Writing to a windows registry

In VB you could write and read program configuration parameters to the windows registry using GetPrivateProfileString and WritePrivateProfileString. How does this work while writing a multi platform application given that OSX does not have a registry. The second that you attempt to invoke a windows function such as the above mentioned the IDE will surely have a conniption.

You need to wrap your platform specific code in pragma commands e.g.

#If TargetWindows // Do some Windows stuff here #Endif

This tells the compiler to include/exclude code based on your target preferences. Using remote debugging if the target is another platform that binary will be built and transferred using the pragma commands you specify.

Wayne, thanks for the quick response. Does this mean that if you are writing a multi platform app, you have to write a config file method for OSX and a registry method for windows? How does one obfuscate configuration settings in OSX?

Yes, but that is a consequence of being able to build an xplat solution. As to your second question I have no idea - I write for Windows. I would say that writing to the Windows registry does not obfucsate your settings.

Alternatively, you could save the settings to a flat file either in the ini, xml, json or your own style. This will give you the flexibility on how you want to obfuscate the settings and should work on any platform.

For sake of precision, neither these functions wrote or read to and from the Registry. These functions were used to manage INI files.

There are classes around in the forum to manage INI files. If memory serves me well, @Dave S and @Mark Strickland among others wrote INI file management classes. These classes could be used on any OS as far as I understand them since they are using strictly Xojo code.

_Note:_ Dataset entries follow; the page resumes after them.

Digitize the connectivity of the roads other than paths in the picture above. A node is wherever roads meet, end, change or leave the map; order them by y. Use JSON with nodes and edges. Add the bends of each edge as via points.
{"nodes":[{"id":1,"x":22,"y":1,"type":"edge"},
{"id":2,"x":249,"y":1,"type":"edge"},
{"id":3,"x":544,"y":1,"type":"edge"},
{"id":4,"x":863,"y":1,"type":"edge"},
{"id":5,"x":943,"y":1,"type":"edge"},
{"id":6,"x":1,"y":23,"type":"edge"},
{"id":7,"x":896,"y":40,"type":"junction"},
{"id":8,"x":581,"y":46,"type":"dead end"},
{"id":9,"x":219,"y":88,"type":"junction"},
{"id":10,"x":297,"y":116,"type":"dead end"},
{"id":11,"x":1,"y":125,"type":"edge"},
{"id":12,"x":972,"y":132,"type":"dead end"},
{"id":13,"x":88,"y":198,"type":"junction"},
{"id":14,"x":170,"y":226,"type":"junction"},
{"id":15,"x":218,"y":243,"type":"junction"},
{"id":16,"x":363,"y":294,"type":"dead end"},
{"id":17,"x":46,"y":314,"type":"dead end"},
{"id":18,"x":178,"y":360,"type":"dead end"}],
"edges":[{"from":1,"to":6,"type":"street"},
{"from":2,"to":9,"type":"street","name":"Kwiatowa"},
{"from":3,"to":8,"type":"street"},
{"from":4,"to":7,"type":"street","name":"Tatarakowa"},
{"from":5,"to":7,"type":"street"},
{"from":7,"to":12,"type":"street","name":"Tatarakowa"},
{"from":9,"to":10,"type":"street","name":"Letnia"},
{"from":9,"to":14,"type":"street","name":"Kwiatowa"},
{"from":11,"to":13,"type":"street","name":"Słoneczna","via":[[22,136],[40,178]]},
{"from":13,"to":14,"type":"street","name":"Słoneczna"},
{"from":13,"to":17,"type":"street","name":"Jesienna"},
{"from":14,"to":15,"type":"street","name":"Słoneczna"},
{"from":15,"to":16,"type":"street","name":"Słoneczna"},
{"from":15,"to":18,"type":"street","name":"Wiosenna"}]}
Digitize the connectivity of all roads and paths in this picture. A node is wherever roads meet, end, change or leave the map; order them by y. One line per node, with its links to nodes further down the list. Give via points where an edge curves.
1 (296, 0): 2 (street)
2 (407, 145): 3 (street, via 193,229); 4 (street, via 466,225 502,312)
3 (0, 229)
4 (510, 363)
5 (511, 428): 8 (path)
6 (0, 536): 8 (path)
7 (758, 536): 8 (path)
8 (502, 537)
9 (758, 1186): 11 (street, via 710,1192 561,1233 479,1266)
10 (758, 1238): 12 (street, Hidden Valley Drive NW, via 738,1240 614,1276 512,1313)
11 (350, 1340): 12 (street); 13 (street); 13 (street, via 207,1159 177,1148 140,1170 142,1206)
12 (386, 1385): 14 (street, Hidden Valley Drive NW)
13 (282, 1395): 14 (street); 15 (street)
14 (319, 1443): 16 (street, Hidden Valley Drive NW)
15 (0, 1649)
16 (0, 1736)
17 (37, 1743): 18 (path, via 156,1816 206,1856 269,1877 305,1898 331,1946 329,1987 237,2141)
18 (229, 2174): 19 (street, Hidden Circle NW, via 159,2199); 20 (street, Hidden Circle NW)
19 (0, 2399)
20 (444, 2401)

Thanks Louis, but I think that Microsoft disagrees with you:https://docs.microsoft.com/en-us/windows/desktop/api/winbase/nf-winbase-getprivateprofilestring

No, Louis is right.
PrivateProfileString is for reading and writing to an INI file and has been there for a very long time.

Around or just after XP (can’t recall when), this clause shows what Microsoft did next…

In practice, I found that writing to the INI file caused Windows to create a copy in ‘the registry’ (pretty sure its ‘a registry’) , but roaming profiles and the wish of Microsoft to protect ‘the real registry’ seems to cause copies to appear in user level settings area…
I’ve seen systems where it was a maze trying to guess where Windows was actually holding one or more copies of the setting.
(why ? trying to delete settings without having access to a program’s original source code)

[quote]
This mapping is likely if an application modifies system-component initialization files, such as Control.ini, System.ini, and Winfile.ini. In these cases, the function retrieves information from the registry, not from the initialization file; the change in the storage location has no effect on the function’s behavior.[/quote]

Read this:
https://forum.xojo.com/43451-preference-file

and

You could encodebase64 as a simplistic method

Both Jeff and Louis are telling me something and I am just not getting it. I wrote several apps from 1998 to 2002 in VB and they all stored settings in the registry. You could fire up regedit and see the keys and data. Are you telling me that didnt happen or am I just a bit thick today.

Yes it happened.
Windows mapped your INI file calls to store stuff in a registry.

The important thing here is, you aren’t only targetting windows now.
You may as well ditch the idea of the windows way and use something that works cross platform, or fight with #target pragmas

Agreed, its getting all too hard trying to satisfy both silicon universes.